What is required: The lines you need are those holding the word "Atlassian"; pull them from the material.

Records supplied:
<<<<

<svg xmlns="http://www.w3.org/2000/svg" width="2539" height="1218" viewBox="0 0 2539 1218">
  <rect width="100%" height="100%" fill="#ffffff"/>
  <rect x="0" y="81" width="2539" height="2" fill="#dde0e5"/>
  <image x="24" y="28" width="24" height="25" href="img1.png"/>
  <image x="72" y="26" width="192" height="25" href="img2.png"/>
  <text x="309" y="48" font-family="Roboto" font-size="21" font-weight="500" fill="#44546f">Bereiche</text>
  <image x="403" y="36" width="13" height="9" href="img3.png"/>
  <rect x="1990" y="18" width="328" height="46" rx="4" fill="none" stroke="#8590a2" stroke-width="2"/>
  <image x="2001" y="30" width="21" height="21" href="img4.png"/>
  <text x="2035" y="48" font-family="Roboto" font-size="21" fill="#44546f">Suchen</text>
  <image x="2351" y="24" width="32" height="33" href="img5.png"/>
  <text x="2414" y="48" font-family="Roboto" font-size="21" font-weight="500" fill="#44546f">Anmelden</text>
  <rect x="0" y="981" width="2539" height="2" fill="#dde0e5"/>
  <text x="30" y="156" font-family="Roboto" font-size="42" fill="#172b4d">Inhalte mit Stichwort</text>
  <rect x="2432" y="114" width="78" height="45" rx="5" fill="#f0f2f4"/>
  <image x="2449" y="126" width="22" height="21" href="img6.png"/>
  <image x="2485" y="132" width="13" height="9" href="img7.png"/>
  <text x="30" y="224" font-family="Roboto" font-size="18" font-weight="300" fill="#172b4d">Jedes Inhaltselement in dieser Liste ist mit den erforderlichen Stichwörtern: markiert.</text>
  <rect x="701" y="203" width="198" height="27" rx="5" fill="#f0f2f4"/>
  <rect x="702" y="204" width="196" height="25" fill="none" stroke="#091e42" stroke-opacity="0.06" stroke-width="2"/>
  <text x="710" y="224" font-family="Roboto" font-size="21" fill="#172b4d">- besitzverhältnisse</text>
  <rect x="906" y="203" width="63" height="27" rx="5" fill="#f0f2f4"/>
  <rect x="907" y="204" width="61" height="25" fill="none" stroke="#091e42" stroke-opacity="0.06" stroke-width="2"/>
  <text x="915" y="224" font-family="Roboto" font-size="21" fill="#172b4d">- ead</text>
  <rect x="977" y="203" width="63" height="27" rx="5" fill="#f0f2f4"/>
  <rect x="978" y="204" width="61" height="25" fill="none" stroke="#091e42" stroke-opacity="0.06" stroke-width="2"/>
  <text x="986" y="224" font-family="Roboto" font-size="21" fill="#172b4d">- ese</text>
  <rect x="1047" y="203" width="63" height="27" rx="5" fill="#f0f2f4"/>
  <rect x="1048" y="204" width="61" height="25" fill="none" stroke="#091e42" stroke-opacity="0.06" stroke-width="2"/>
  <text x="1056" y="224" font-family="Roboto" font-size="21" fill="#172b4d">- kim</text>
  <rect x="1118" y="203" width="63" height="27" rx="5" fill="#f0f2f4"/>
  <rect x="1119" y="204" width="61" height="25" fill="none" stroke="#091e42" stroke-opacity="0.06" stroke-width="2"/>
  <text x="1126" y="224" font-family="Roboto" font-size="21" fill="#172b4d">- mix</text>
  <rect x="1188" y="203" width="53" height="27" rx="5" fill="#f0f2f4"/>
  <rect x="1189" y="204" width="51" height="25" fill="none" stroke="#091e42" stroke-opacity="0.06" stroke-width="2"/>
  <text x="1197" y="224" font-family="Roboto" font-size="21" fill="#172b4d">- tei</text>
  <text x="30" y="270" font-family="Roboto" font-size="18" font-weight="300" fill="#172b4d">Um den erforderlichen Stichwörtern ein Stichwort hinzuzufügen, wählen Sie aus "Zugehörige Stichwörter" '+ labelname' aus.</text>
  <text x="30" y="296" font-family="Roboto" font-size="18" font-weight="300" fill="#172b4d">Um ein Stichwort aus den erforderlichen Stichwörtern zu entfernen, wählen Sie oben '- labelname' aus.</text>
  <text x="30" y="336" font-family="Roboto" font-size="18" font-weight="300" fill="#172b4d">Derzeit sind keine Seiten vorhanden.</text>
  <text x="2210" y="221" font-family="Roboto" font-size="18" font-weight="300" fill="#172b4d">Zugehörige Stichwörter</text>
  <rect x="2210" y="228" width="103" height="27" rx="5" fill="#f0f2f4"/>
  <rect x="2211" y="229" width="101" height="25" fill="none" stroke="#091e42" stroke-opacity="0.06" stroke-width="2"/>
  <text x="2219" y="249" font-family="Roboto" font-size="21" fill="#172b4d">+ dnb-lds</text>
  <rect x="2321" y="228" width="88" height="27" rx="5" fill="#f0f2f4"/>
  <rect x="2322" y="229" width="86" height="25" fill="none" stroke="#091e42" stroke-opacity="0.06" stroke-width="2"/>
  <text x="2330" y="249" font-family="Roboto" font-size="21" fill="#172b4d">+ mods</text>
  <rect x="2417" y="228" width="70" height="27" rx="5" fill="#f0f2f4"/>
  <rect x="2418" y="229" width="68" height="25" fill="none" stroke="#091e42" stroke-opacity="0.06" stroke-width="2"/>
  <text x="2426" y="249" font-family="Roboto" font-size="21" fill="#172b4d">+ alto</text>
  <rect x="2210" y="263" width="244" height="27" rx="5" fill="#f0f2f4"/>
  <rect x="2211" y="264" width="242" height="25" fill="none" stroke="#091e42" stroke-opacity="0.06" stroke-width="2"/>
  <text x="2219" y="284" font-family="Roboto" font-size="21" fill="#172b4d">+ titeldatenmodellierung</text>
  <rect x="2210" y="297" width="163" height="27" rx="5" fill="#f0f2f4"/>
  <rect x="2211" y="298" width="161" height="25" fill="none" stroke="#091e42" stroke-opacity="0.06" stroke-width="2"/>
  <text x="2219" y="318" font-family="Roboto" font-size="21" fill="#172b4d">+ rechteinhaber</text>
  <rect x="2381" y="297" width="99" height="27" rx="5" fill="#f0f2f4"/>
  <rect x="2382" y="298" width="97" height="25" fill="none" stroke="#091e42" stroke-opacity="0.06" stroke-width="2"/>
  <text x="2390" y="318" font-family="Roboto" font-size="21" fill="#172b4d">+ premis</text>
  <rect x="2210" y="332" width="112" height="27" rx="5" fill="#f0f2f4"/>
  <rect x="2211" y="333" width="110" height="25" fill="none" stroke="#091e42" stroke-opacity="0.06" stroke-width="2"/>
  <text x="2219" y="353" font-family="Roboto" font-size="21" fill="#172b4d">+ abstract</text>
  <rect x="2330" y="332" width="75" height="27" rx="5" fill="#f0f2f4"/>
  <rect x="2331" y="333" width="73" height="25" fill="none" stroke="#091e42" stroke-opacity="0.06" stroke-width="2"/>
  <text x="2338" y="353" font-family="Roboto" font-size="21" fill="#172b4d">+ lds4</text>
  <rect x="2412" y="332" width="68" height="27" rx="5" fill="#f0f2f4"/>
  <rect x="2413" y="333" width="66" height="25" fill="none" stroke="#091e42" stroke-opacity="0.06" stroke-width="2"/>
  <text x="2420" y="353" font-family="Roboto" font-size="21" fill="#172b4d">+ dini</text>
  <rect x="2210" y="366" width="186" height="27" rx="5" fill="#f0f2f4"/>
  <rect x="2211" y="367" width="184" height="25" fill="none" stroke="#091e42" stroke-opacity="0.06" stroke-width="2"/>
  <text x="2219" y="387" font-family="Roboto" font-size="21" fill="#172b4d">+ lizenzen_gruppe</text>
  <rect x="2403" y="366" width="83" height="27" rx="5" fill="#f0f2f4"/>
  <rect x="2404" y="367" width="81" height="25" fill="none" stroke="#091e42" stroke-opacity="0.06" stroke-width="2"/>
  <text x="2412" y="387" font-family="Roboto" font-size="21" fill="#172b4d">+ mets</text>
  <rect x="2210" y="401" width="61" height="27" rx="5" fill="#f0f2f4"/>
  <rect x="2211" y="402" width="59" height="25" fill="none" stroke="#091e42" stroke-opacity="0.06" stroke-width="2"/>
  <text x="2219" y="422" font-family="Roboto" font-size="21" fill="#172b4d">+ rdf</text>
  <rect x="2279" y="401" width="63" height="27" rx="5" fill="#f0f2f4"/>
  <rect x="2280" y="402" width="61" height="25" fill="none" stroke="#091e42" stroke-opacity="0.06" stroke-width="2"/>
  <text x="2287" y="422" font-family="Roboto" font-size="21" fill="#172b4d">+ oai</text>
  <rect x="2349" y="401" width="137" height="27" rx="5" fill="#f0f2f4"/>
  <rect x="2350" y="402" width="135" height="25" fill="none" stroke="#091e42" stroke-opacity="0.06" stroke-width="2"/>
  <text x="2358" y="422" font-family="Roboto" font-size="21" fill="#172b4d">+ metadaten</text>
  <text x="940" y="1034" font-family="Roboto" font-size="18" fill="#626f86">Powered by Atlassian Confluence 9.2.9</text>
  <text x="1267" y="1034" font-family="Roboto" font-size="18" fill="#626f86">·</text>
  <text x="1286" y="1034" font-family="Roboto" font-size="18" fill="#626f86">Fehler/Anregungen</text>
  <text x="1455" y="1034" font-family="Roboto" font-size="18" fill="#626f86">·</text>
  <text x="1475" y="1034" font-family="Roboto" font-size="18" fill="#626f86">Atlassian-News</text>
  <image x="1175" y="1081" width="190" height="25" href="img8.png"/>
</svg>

>>>>

Response to this task:
  <text x="940" y="1034" font-family="Roboto" font-size="18" fill="#626f86">Powered by Atlassian Confluence 9.2.9</text>
  <text x="1475" y="1034" font-family="Roboto" font-size="18" fill="#626f86">Atlassian-News</text>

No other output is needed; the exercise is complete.